Make a Vertical Bazooka

Vertical Bazooka

An article by VE3VDC LD Blake

Build a Vertical Bazooka, which is made entirely from coaxial cable.

The antenna itself is an off-center fed vertical dipole made by flipping an electrical quarter wavelength of braid back over the outside of the coax. The center lead of the coax forms one half of the dipole and the braid forms the other. The resulting antenna has a low radiation pattern and an impedance of 55 - 60 ohms.

One of the more interesting features is the braid itself. By folding an electrical quarter wavelength of braid back over the insulated coax we are forming both a dipole and a "bazooka" (sleeve) balun, a coaxial 1:1 balun that greatly reduces feedline radiation. The braid side of the dipole ends up considerably shorter than the top element because of the interaction between the braid and the coax. The outer braid couples with the inner braid to form the balun and is thus affected by the velocity factor of the coax.

You can use the formulae in the diagram above to create Vertical Bazooka dipoles for any frequency. But please notice the formulas shown will deliberately start you off with the top section too long, so you will have to trim it for the best SWR.

You can build a mobile "emergency" version of the Vertical Bazooka by attaching a length of non-conductive cord (nylon line) to the top of the antenna. With a weight on the free end of your cord, you can simply toss it over any nearby support and hoist the antenna up into the air for use.

If you like you can also build a self-supporting version by sliding the finished antenna into a length of "Schedule 40" PVC plumbing pipe.

The design formulas are quite simple :

Dimensions in feet

Dimensions in meters

The angle of the radials will be idealy between 35° and 45°

Vf (velocoty factor of used coax) depends of the type of cable. Don't trust to much the  clasic 0.66 value : the best is to mesure the Vf with a antenna analyser, results are some surprising (espacialy when you use old coax cables).

Applied as there are, those formulas gived me results close to what theoreticaly expected.

Tuning The Vertical Bazooka

The Vertical Bazooka is easily tuned by clipping short sections from the end of the exposed center conductor of the antenna.

There are, however, some precautions you must observe. This is a dipole, which means it has easily disturbed high impedance nodes at both the tip of the top section and the bottom of the braid. It is an absolute necessity that you get the antenna out into a clear area for tuning. If at all possible, you want at least 1/2 wavelength of clear space all around the antenna. More is better.

Probably the best strategy is to tape the antenna to the side of a length of white PVC tubing so that you can stand it up during tests and tilt it over to clip the top section. Alternatively you can temporarily attach a non-conductive cord and hoist the antenna up and down from a tree branch or clothesline, being careful of the clearance requirements.

Also please note, these clearance requirements include you as your body capacitance can upset the readings. If you're building an emergency version it's no problem as you can simply play out the feedline and work from the other end. If you're working on a self-supporting version you will need to add a length of feedline to enable you to get back from it during tests.

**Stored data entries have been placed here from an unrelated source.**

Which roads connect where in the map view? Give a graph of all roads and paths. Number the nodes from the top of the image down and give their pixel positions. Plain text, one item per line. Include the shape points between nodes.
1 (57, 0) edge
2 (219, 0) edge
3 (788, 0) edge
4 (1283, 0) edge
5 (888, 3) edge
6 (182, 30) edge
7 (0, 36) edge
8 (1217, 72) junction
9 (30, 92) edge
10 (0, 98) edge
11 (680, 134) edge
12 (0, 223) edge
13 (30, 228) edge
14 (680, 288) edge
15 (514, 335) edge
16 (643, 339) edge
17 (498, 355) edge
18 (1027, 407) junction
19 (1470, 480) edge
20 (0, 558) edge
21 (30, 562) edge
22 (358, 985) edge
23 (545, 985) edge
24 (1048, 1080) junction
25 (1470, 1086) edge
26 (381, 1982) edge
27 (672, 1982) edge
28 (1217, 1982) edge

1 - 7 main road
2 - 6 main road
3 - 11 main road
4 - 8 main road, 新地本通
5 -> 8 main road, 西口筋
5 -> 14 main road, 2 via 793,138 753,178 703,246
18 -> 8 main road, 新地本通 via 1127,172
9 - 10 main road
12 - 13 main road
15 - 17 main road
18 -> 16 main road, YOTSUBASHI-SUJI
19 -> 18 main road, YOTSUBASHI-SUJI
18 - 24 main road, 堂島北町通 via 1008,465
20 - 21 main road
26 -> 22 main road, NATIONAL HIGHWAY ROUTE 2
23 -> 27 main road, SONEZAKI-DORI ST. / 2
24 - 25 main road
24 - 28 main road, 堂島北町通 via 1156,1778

Once you have the antenna in a testing position, take SWR readings at the top and the bottom of the band you've cut the antenna for. Your first readings will (hopefully) be terrible, with the bottom of the band reading a little bit better than the top. This will tell you the antenna is too long... so you're set to begin trimming.

With the formulas used it is very unlikely the antenna will start out too short.

You should note that you will not likely get a "flat match" or 1:1 SWR from this antenna. It's feedpoint impedance varies from 55 to 60 ohms, so you should be happy with anything under 1.5:1.

Assuming the antenna starts out too long:

1. Clip a few millimetres from the free end of the top section.
2. Repeat your band edge measurements.
3. If the low end of the band is still better than the high end, go to step 1.
4. If the low end and high end readings are equal, you are done.

As you are clipping, the SWR at the low end of the band may come down then start to move back up. That's ok, it's just the antenna's resonant frequency passing the low end of the band. Once you complete the clip and test cycle the resonant frequency should be near center band and you should have an SWR curve that has equal readings at both band ends and a somewhat lower reading in the center.